• **Task objective**
Lines of the listing below that contain the string "graph" are to be returned.

• **Data for this task**

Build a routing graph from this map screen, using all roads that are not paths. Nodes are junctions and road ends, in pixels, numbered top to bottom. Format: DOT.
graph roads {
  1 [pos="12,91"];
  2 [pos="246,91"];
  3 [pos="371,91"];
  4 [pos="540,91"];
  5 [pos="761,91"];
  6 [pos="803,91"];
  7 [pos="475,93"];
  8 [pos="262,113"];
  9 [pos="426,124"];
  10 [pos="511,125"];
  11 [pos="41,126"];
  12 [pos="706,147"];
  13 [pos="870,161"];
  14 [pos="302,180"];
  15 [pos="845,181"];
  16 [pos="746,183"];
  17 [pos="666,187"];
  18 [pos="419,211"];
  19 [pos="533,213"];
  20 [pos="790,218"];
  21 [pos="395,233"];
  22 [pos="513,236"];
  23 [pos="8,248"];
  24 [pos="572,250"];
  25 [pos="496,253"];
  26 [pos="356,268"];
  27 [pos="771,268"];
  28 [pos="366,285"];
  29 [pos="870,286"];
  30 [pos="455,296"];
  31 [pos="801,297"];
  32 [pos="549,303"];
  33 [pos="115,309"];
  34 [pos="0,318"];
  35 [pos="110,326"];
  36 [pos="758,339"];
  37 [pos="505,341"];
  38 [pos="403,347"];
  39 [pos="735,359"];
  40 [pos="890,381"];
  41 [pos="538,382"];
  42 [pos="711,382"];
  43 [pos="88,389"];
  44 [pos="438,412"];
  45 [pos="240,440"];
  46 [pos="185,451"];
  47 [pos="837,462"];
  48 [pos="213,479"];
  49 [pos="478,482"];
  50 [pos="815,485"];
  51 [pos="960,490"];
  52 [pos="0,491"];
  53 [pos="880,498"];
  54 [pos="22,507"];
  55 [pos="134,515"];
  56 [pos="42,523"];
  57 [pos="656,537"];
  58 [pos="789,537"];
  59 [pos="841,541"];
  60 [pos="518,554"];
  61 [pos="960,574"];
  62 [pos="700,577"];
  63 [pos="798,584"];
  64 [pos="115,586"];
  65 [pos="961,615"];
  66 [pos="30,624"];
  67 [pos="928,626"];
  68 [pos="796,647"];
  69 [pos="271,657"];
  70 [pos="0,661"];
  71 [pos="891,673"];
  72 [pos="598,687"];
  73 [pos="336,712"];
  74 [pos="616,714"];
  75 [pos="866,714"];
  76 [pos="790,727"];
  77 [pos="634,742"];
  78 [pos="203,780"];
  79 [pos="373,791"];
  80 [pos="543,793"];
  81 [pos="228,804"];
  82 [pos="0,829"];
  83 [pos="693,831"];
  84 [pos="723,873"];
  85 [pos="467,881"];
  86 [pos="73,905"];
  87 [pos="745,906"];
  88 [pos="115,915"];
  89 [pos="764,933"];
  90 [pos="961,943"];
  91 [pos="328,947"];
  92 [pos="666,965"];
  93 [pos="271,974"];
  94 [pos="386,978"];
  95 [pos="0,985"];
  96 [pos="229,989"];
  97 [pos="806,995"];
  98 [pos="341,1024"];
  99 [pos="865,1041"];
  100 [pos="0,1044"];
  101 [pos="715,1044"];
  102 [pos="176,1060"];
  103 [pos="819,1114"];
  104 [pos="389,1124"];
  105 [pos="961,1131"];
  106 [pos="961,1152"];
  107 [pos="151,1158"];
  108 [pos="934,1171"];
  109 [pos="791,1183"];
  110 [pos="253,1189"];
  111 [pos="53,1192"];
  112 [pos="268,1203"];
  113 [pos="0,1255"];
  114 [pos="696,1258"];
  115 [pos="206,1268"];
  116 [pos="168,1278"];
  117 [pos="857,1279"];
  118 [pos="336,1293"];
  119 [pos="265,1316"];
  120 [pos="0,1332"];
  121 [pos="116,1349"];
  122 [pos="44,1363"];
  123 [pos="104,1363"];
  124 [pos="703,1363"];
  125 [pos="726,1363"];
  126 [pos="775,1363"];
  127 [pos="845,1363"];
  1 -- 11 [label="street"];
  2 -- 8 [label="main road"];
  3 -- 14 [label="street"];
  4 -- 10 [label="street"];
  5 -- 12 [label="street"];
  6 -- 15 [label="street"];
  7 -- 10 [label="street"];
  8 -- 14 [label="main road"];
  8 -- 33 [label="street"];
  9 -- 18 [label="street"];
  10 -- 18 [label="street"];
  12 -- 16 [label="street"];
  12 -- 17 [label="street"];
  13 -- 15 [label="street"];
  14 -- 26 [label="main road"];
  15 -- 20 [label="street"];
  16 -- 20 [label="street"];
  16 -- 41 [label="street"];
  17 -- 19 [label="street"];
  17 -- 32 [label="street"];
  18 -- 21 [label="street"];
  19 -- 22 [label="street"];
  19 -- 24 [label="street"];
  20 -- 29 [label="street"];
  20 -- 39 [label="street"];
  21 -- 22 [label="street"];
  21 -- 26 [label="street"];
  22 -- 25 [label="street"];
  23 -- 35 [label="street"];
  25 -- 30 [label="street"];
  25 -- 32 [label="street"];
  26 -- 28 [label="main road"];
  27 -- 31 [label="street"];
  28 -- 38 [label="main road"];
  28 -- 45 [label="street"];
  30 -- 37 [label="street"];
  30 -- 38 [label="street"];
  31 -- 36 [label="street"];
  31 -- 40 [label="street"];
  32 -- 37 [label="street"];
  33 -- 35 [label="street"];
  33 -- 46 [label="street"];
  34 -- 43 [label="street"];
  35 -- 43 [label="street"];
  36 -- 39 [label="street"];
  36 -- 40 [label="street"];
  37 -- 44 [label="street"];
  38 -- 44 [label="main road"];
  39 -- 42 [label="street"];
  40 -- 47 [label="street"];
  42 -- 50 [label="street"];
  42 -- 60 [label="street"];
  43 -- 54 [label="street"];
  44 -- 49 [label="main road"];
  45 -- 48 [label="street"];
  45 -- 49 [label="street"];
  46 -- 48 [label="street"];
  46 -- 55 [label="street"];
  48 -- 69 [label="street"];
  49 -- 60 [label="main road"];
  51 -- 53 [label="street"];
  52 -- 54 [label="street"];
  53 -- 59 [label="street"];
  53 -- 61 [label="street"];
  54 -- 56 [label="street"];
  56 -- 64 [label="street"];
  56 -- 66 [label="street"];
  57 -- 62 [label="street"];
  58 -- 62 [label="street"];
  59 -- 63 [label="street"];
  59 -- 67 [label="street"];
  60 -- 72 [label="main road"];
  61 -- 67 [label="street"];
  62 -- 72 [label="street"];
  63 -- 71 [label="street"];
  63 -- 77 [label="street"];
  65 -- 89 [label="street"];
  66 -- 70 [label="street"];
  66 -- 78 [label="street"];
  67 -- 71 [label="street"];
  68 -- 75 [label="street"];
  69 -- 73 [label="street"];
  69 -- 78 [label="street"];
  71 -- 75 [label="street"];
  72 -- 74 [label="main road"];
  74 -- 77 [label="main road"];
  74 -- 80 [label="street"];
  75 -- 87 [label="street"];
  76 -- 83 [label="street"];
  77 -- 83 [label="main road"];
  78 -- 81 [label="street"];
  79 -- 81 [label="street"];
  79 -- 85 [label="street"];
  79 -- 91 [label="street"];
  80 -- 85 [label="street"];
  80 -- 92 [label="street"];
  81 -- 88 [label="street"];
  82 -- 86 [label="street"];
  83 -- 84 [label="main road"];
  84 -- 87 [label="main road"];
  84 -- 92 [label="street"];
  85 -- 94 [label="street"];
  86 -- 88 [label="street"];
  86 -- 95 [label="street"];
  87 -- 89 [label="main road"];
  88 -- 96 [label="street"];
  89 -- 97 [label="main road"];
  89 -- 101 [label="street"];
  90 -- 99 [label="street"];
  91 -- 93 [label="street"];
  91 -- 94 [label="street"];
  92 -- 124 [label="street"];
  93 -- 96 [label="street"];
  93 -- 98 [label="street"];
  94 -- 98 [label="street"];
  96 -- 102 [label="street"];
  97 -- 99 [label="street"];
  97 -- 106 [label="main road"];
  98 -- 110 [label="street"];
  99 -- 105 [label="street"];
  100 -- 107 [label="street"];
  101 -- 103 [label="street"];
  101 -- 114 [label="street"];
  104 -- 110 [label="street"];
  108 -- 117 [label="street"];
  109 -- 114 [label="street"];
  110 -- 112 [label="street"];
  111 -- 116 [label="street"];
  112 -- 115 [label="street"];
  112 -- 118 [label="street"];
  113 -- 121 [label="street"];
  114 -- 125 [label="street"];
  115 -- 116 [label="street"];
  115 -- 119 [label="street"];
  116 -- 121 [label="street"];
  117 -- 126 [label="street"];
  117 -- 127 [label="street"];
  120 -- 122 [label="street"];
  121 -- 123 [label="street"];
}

• **Response to the task**
Build a routing graph from this map screen, using all roads that are not paths. Nodes are junctions and road ends, in pixels, numbered top to bottom. Format: DOT.
graph roads {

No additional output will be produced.